Jensen’s Measure

Jensen's Measure

What is Jensen’s measure?

Jensen’s measure, or Jensen’s alpha, is a risk-adjusted performance measure that represents the average return on a portfolio or investment, higher or lower than that predicted by the fixed asset pricing model (CAPM). ), taking into account the beta of the portfolio or investment and the average market return. This metric is also commonly called simply alpha.

Key points to remember

  • Jensen’s measure is the difference between a person’s performance and the overall market.
  • Jensen’s measure is commonly called alpha. When a manager outperforms the market at the same time as the risk, he “delivers alpha” to his clients.
  • The measure takes into account the risk-free rate of return for the period.

Understanding Jensen’s measure

To accurately analyze the performance of an investment manager, an investor must examine not only the overall return on a portfolio, but also the risk of that portfolio to see if the return on the investment compensates for the risk it takes. . For example, if two mutual funds both have a 12% return, a rational investor should prefer the less risky fund. Jensen’s measure is one way to determine if a portfolio is generating the right return for its level of risk.

If the value is positive, the portfolio generates excess returns. In other words, a positive value for Jensen’s alpha means that a fund manager has “beaten the market” with his stock selection skills.

Real example of Jensen’s measure

Assuming the CAPM is correct, Jensen’s alpha is calculated using the following four variables:

Using these variables, the Jensen alpha formula is:

Alpha = R (i) – (R (f) + B x (R (m) – R (f)))

or:

R (i) = the realized return on the portfolio or investment

R (m) = the realized return of the appropriate market index

R (f) = the risk-free rate of return for the period

B = the beta of the investment portfolio compared to the chosen market index

For example, suppose that a mutual fund returned 15% last year. The appropriate market index for this fund returned 12%. The fund’s beta compared to this same index is 1.2 and the risk-free rate is 3%. The alpha of the fund is calculated as follows:

Alpha = 15% – (3% + 1.2 x (12% – 3%)) = 15% – 13.8% = 1.2%.

Given a beta of 1.2, the mutual fund should be more risky than the index and thus earn more. A positive alpha in this example shows that the mutual fund manager has earned more than enough return to be compensated for the risk he took during the year.
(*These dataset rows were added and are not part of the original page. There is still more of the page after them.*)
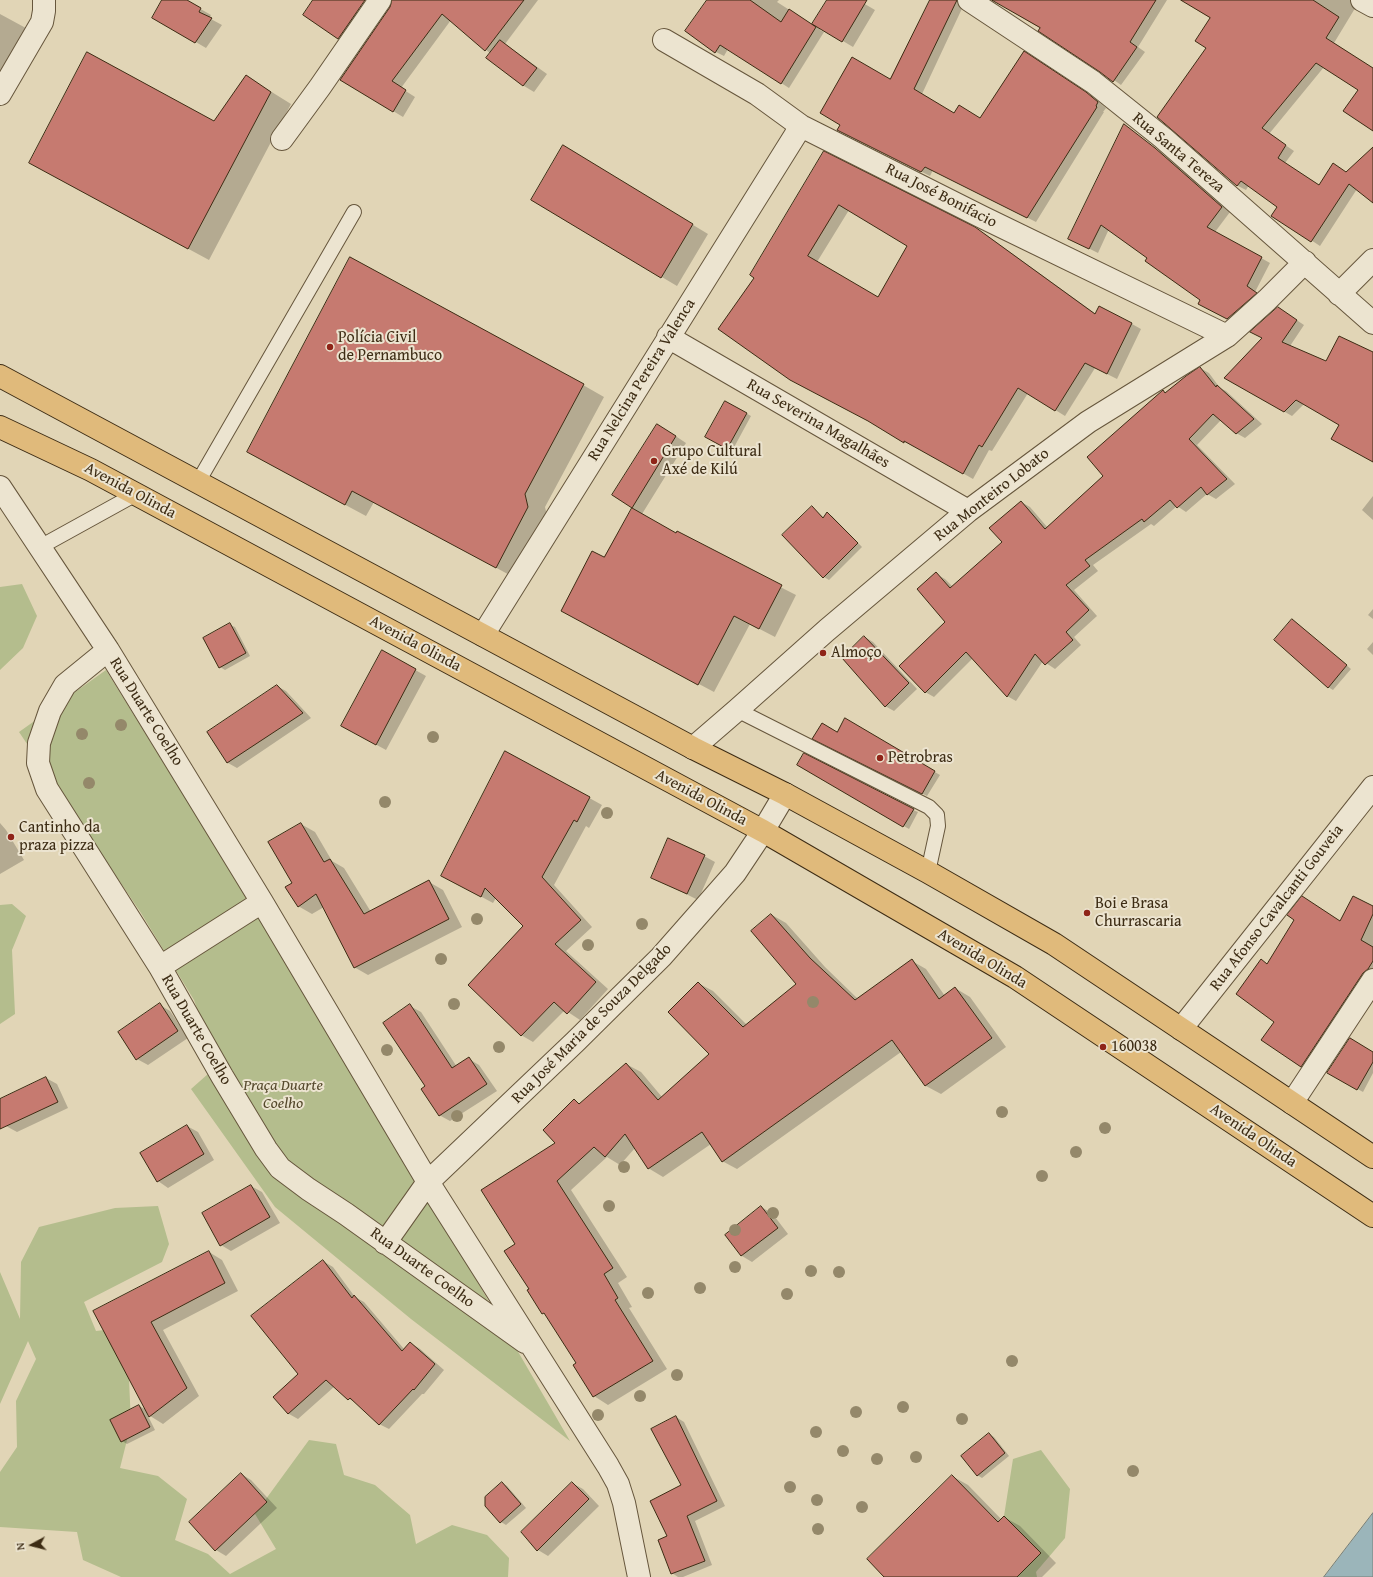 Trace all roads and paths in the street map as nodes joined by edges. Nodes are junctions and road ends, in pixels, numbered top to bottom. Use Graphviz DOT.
graph roads {
  1 [pos="44,0"];
  2 [pos="380,0"];
  3 [pos="969,0"];
  4 [pos="1362,0"];
  5 [pos="1373,6"];
  6 [pos="664,40"];
  7 [pos="0,94"];
  8 [pos="801,126"];
  9 [pos="282,139"];
  10 [pos="354,212"];
  11 [pos="1373,260"];
  12 [pos="1304,262"];
  13 [pos="1339,294"];
  14 [pos="1373,323"];
  15 [pos="1227,336"];
  16 [pos="668,337"];
  17 [pos="0,376"];
  18 [pos="0,427"];
  19 [pos="198,482"];
  20 [pos="0,487"];
  21 [pos="136,494"];
  22 [pos="968,511"];
  23 [pos="40,547"];
  24 [pos="482,635"];
  25 [pos="108,650"];
  26 [pos="737,710"];
  27 [pos="693,748"];
  28 [pos="1373,787"];
  29 [pos="785,794"];
  30 [pos="763,831"];
  31 [pos="928,872"];
  32 [pos="262,902"];
  33 [pos="160,967"];
  34 [pos="1373,980"];
  35 [pos="1181,1029"];
  36 [pos="1292,1103"];
  37 [pos="1373,1157"];
  38 [pos="428,1182"];
  39 [pos="1373,1216"];
  40 [pos="385,1243"];
  41 [pos="534,1348"];
  42 [pos="639,1577"];
  1 -- 7 [label="street"];
  2 -- 9 [label="street"];
  3 -- 12 [label="street, Rua Santa Tereza"];
  4 -- 5 [label="street"];
  6 -- 8 [label="street, Rua José Bonifacio"];
  8 -- 15 [label="street, Rua José Bonifacio"];
  8 -- 16 [label="street, Rua Nelcina Pereira Valenca"];
  10 -- 19 [label="lane"];
  11 -- 13 [label="street"];
  12 -- 13 [label="street, Rua Santa Tereza"];
  12 -- 15 [label="street, Rua Monteiro Lobato"];
  13 -- 14 [label="street, Rua Santa Tereza"];
  15 -- 22 [label="street, Rua Monteiro Lobato"];
  16 -- 22 [label="street, Rua Severina Magalhães"];
  16 -- 24 [label="street, Rua Nelcina Pereira Valenca"];
  17 -- 19 [label="main road"];
  18 -- 21 [label="main road, Avenida Olinda"];
  19 -- 24 [label="main road"];
  20 -- 23 [label="street, Rua Duarte Coelho"];
  21 -- 23 [label="lane"];
  21 -- 30 [label="main road, Avenida Olinda"];
  22 -- 26 [label="street, Rua Monteiro Lobato"];
  23 -- 25 [label="street, Rua Duarte Coelho"];
  24 -- 27 [label="main road"];
  25 -- 32 [label="street, Rua Duarte Coelho"];
  25 -- 33 [label="street, Rua Duarte Coelho"];
  26 -- 27 [label="street, Rua Monteiro Lobato"];
  26 -- 31 [label="lane"];
  27 -- 29 [label="main road"];
  28 -- 35 [label="street, Rua Afonso Cavalcanti Gouveia"];
  29 -- 30 [label="street, Rua José Maria de Souza Delgado"];
  29 -- 31 [label="main road"];
  30 -- 38 [label="street, Rua José Maria de Souza Delgado"];
  30 -- 39 [label="main road, Avenida Olinda"];
  31 -- 35 [label="main road"];
  32 -- 33 [label="street"];
  32 -- 38 [label="street, Rua Duarte Coelho"];
  33 -- 40 [label="street, Rua Duarte Coelho"];
  34 -- 36 [label="street"];
  35 -- 36 [label="main road"];
  36 -- 37 [label="main road"];
  38 -- 40 [label="street, Rua José Maria de Souza Delgado"];
  38 -- 41 [label="street, Rua Duarte Coelho"];
  40 -- 41 [label="street, Rua Duarte Coelho"];
  41 -- 42 [label="street, Rua Duarte Coelho"];
} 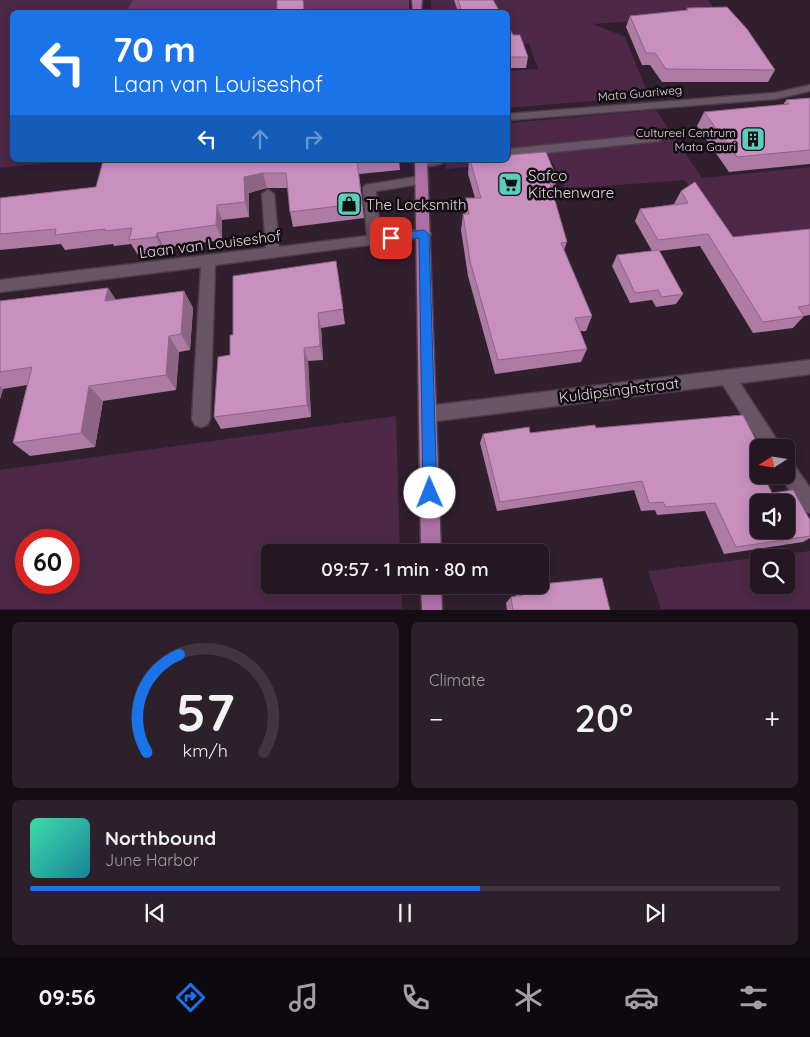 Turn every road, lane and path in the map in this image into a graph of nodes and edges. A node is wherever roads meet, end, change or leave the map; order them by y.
1 (810, 88) edge
2 (510, 117) edge
3 (656, 138) dead end
4 (510, 153) edge
5 (421, 162) edge
6 (422, 180) junction
7 (268, 194) dead end
8 (424, 234) junction
9 (374, 240) junction
10 (273, 252) junction
11 (208, 260) junction
12 (0, 286) edge
13 (810, 367) edge
14 (727, 377) junction
15 (428, 414) junction
16 (201, 419) dead end
17 (767, 439) edge
18 (795, 482) edge
19 (810, 504) edge
20 (431, 544) edge
21 (431, 594) edge
22 (432, 610) edge

1 - 2 street, Mata Guariweg
3 - 4 street
5 - 6 main road
6 - 8 main road
6 - 9 street
7 - 10 street
8 - 9 street, Laan van Louiseshof
8 - 15 main road
9 - 10 street, Laan van Louiseshof
10 - 11 street, Laan van Louiseshof
11 - 12 street, Laan van Louiseshof
11 - 16 street
13 - 14 street, Kuldipsinghstraat
14 - 15 street, Kuldipsinghstraat
14 - 17 street
15 - 20 main road
18 - 19 street
21 - 22 main road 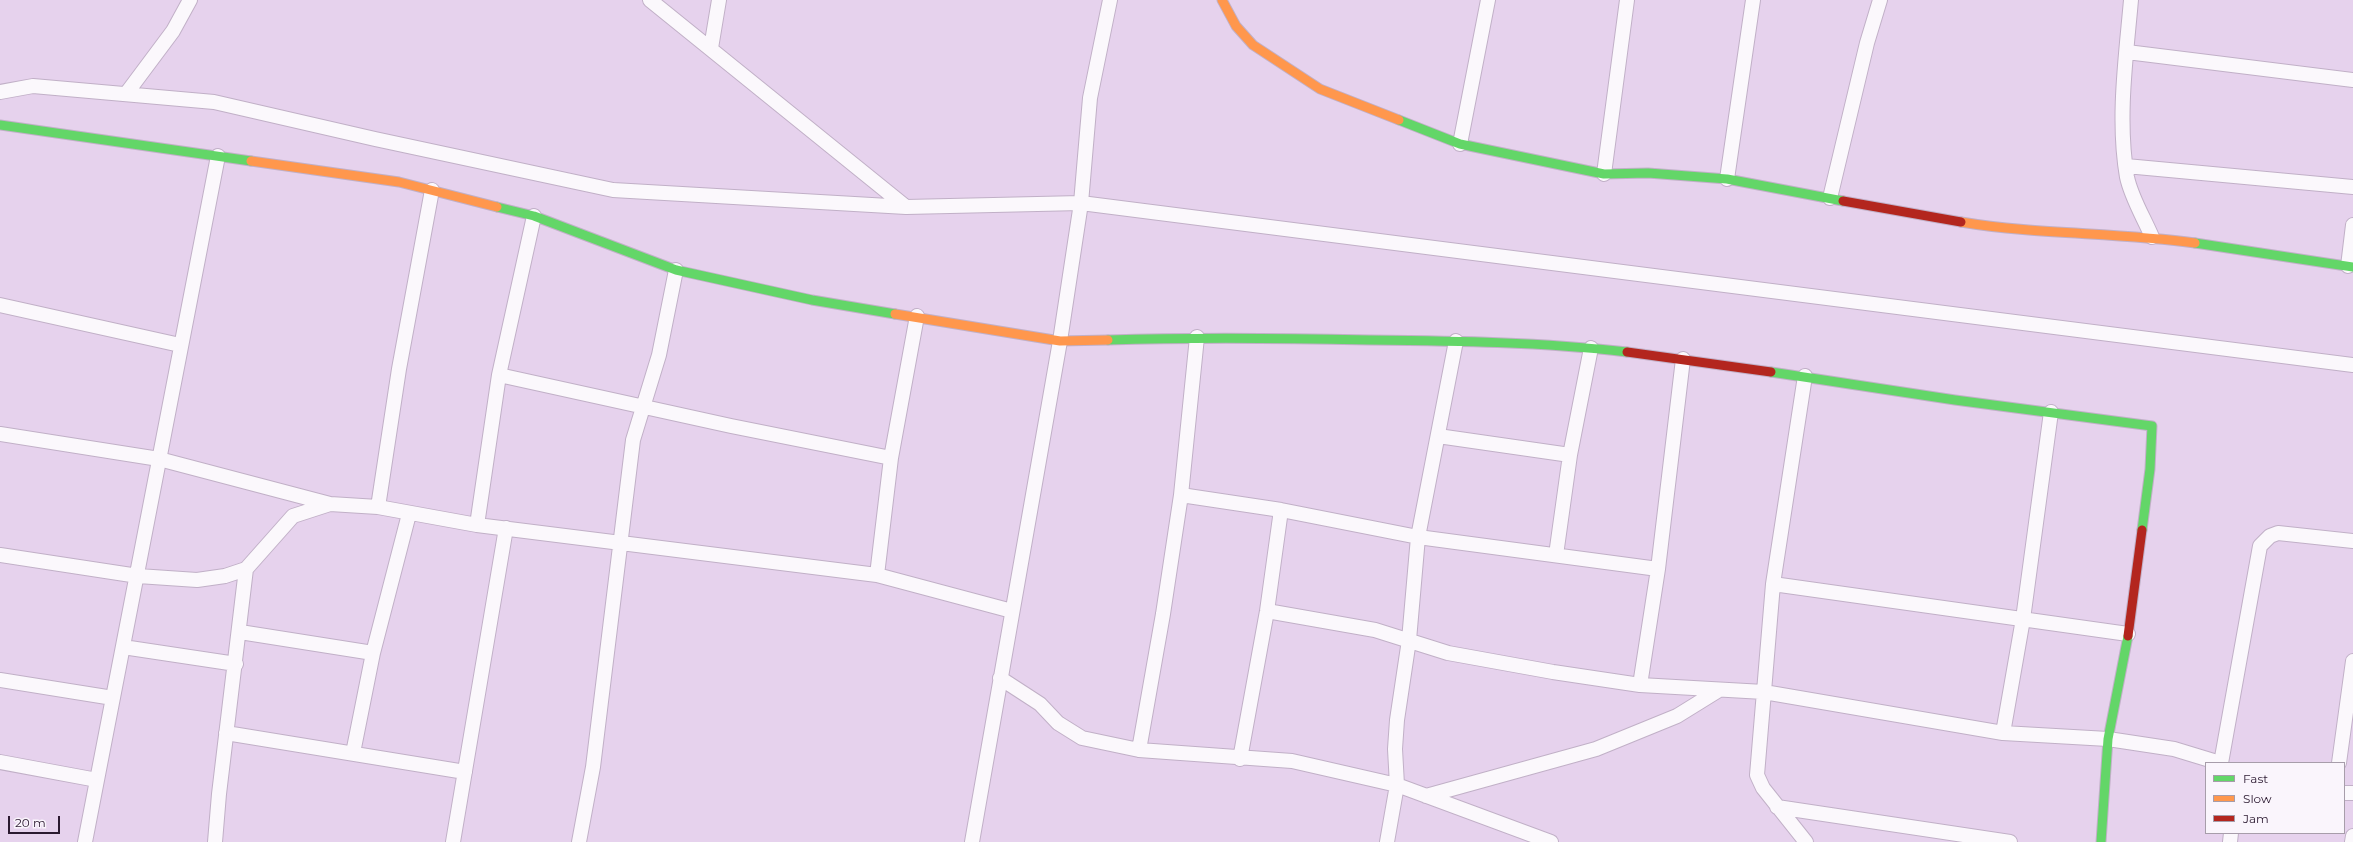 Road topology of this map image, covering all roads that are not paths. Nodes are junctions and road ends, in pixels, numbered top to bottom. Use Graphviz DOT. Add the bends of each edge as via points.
graph roads {
  1 [pos="190,0"];
  2 [pos="650,0"];
  3 [pos="719,0"];
  4 [pos="1110,0"];
  5 [pos="1222,0"];
  6 [pos="1488,0"];
  7 [pos="1628,0"];
  8 [pos="1753,0"];
  9 [pos="1880,0"];
  10 [pos="2131,0"];
  11 [pos="711,48"];
  12 [pos="2127,52"];
  13 [pos="2353,80"];
  14 [pos="0,92"];
  15 [pos="126,94"];
  16 [pos="0,125"];
  17 [pos="1460,144"];
  18 [pos="218,156"];
  19 [pos="2126,166"];
  20 [pos="1604,174"];
  21 [pos="1727,179"];
  22 [pos="2353,187"];
  23 [pos="432,190"];
  24 [pos="1830,198"];
  25 [pos="1081,203"];
  26 [pos="906,207"];
  27 [pos="534,216"];
  28 [pos="2353,225"];
  29 [pos="2152,237"];
  30 [pos="2351,267"];
  31 [pos="676,270"];
  32 [pos="0,306"];
  33 [pos="917,316"];
  34 [pos="1197,337"];
  35 [pos="1060,341"];
  36 [pos="1456,341"];
  37 [pos="180,345"];
  38 [pos="1591,348"];
  39 [pos="1683,358"];
  40 [pos="2353,365"];
  41 [pos="499,375"];
  42 [pos="1805,376"];
  43 [pos="642,406"];
  44 [pos="2052,412"];
  45 [pos="0,434"];
  46 [pos="1438,436"];
  47 [pos="1570,455"];
  48 [pos="891,458"];
  49 [pos="158,459"];
  50 [pos="1181,495"];
  51 [pos="330,504"];
  52 [pos="378,507"];
  53 [pos="1281,510"];
  54 [pos="409,514"];
  55 [pos="477,525"];
  56 [pos="506,528"];
  57 [pos="1418,537"];
  58 [pos="2353,540"];
  59 [pos="620,543"];
  60 [pos="0,555"];
  61 [pos="1556,555"];
  62 [pos="1658,569"];
  63 [pos="246,570"];
  64 [pos="138,576"];
  65 [pos="877,576"];
  66 [pos="1773,584"];
  67 [pos="1012,611"];
  68 [pos="1267,611"];
  69 [pos="2023,619"];
  70 [pos="240,632"];
  71 [pos="2128,634"];
  72 [pos="1409,640"];
  73 [pos="124,647"];
  74 [pos="373,653"];
  75 [pos="2353,661"];
  76 [pos="236,664"];
  77 [pos="1000,678"];
  78 [pos="0,680"];
  79 [pos="1640,685"];
  80 [pos="1719,690"];
  81 [pos="1764,692"];
  82 [pos="114,698"];
  83 [pos="226,733"];
  84 [pos="2004,733"];
  85 [pos="2108,739"];
  86 [pos="1139,750"];
  87 [pos="353,753"];
  88 [pos="1240,758"];
  89 [pos="0,762"];
  90 [pos="2218,762"];
  91 [pos="2221,762"];
  92 [pos="2339,762"];
  93 [pos="465,772"];
  94 [pos="97,780"];
  95 [pos="1397,785"];
  96 [pos="1426,796"];
  97 [pos="1777,807"];
  98 [pos="2353,836"];
  99 [pos="85,842"];
  100 [pos="216,842"];
  101 [pos="453,842"];
  102 [pos="579,842"];
  103 [pos="972,842"];
  104 [pos="1388,842"];
  105 [pos="1551,842"];
  106 [pos="1806,842"];
  107 [pos="2010,842"];
  108 [pos="2101,842"];
  109 [pos="2352,842"];
  1 -- 15 [label="street" via="173,31"];
  2 -- 11 [label="street"];
  3 -- 11 [label="street"];
  4 -- 25 [label="street" via="1090,98"];
  5 -- 17 [label="street" via="1236,26 1253,45 1320,89"];
  6 -- 17 [label="street"];
  7 -- 20 [label="street"];
  8 -- 21 [label="street"];
  9 -- 24 [label="street" via="1867,42"];
  10 -- 12 [label="street"];
  11 -- 26 [label="street"];
  12 -- 13 [label="street"];
  12 -- 19 [label="street" via="2124,118"];
  14 -- 15 [label="street" via="33,86"];
  15 -- 26 [label="street" via="214,102 374,140 613,190"];
  16 -- 18 [label="street"];
  17 -- 20 [label="street"];
  18 -- 23 [label="street" via="399,182"];
  18 -- 37 [label="street"];
  19 -- 22 [label="street"];
  19 -- 29 [label="street" via="2128,179"];
  20 -- 21 [label="street" via="1648,173"];
  21 -- 24 [label="street"];
  23 -- 27 [label="street"];
  23 -- 52 [label="street" via="399,368"];
  24 -- 29 [label="street" via="1996,228"];
  25 -- 26 [label="street"];
  25 -- 35 [label="street"];
  25 -- 40 [label="street"];
  27 -- 31 [label="street"];
  27 -- 41 [label="street"];
  28 -- 30 [label="street"];
  29 -- 30 [label="street"];
  31 -- 33 [label="street" via="812,300"];
  31 -- 43 [label="street" via="659,355"];
  32 -- 37 [label="street"];
  33 -- 35 [label="street"];
  33 -- 48 [label="street"];
  34 -- 35 [label="street"];
  34 -- 36 [label="street"];
  34 -- 50 [label="street"];
  35 -- 67 [label="street"];
  36 -- 38 [label="street"];
  36 -- 46 [label="street"];
  37 -- 49 [label="street"];
  38 -- 39 [label="street"];
  38 -- 47 [label="street"];
  39 -- 42 [label="street"];
  39 -- 62 [label="street"];
  41 -- 43 [label="street"];
  41 -- 55 [label="street"];
  42 -- 44 [label="street" via="1955,400"];
  42 -- 66 [label="street"];
  43 -- 48 [label="street"];
  43 -- 59 [label="street" via="628,470"];
  44 -- 69 [label="street"];
  44 -- 71 [label="street" via="2152,426 2150,469"];
  45 -- 49 [label="street"];
  46 -- 47 [label="street"];
  46 -- 57 [label="street"];
  47 -- 61 [label="street"];
  48 -- 65 [label="street"];
  49 -- 51 [label="street"];
  49 -- 64 [label="street"];
  50 -- 53 [label="street"];
  50 -- 86 [label="street"];
  51 -- 52 [label="street"];
  51 -- 63 [label="street" via="293,516"];
  52 -- 54 [label="street"];
  53 -- 57 [label="street"];
  53 -- 68 [label="street"];
  54 -- 55 [label="street"];
  54 -- 74 [label="street"];
  55 -- 56 [label="street"];
  56 -- 59 [label="street"];
  56 -- 93 [label="street"];
  57 -- 61 [label="street"];
  57 -- 72 [label="street"];
  58 -- 91 [label="street" via="2278,533 2270,536 2260,546"];
  59 -- 65 [label="street"];
  59 -- 102 [label="street" via="594,767"];
  60 -- 64 [label="street"];
  61 -- 62 [label="street"];
  62 -- 79 [label="street"];
  63 -- 64 [label="street" via="197,580"];
  63 -- 70 [label="street"];
  64 -- 73 [label="street"];
  65 -- 67 [label="street"];
  66 -- 69 [label="street"];
  66 -- 81 [label="street"];
  67 -- 77 [label="street"];
  68 -- 72 [label="street" via="1375,630"];
  68 -- 88 [label="street"];
  69 -- 71 [label="street"];
  69 -- 84 [label="street"];
  70 -- 74 [label="street"];
  70 -- 76 [label="street"];
  71 -- 85 [label="street"];
  72 -- 79 [label="street" via="1476,659"];
  72 -- 95 [label="street" via="1397,720"];
  73 -- 76 [label="street"];
  73 -- 82 [label="street"];
  74 -- 87 [label="street"];
  75 -- 92 [label="street"];
  76 -- 83 [label="street"];
  77 -- 86 [label="street" via="1040,704 1058,724 1082,738"];
  77 -- 103 [label="street"];
  78 -- 82 [label="street"];
  79 -- 80 [label="street"];
  80 -- 81 [label="street"];
  80 -- 96 [label="street" via="1677,716 1596,749"];
  81 -- 84 [label="street"];
  81 -- 97 [label="street" via="1757,774 1763,788"];
  82 -- 94 [label="street"];
  83 -- 87 [label="street"];
  83 -- 100 [label="street"];
  84 -- 85 [label="street"];
  85 -- 90 [label="street" via="2174,749"];
  85 -- 108 [label="street"];
  86 -- 88 [label="street"];
  87 -- 93 [label="street"];
  88 -- 95 [label="street" via="1292,761"];
  89 -- 94 [label="street"];
  93 -- 101 [label="street"];
  94 -- 99 [label="street"];
  95 -- 96 [label="street"];
  95 -- 104 [label="street"];
  96 -- 105 [label="street"];
  97 -- 106 [label="street"];
  97 -- 107 [label="street"];
  98 -- 109 [label="street"];
}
If the OPC returned only 13%, the calculated alpha would be -0.8%. With a negative alpha, the mutual fund manager would not have performed sufficiently given the level of risk he was taking.

Special consideration: EMH

Critics of Jensen’s measure generally believe in the efficient market hypothesis (EMH), invented by Eugene Fama, and argue that any portfolio manager’s excess returns come from luck or random chance rather than the skill. Given that the market has already integrated all the available information, it is said to be “efficient” and has a precise price, according to theory, preventing any active manager from bringing something new to the table . The theory is also supported by the fact that many active managers fail to beat the market more than those who invest their clients’ money in passive index funds.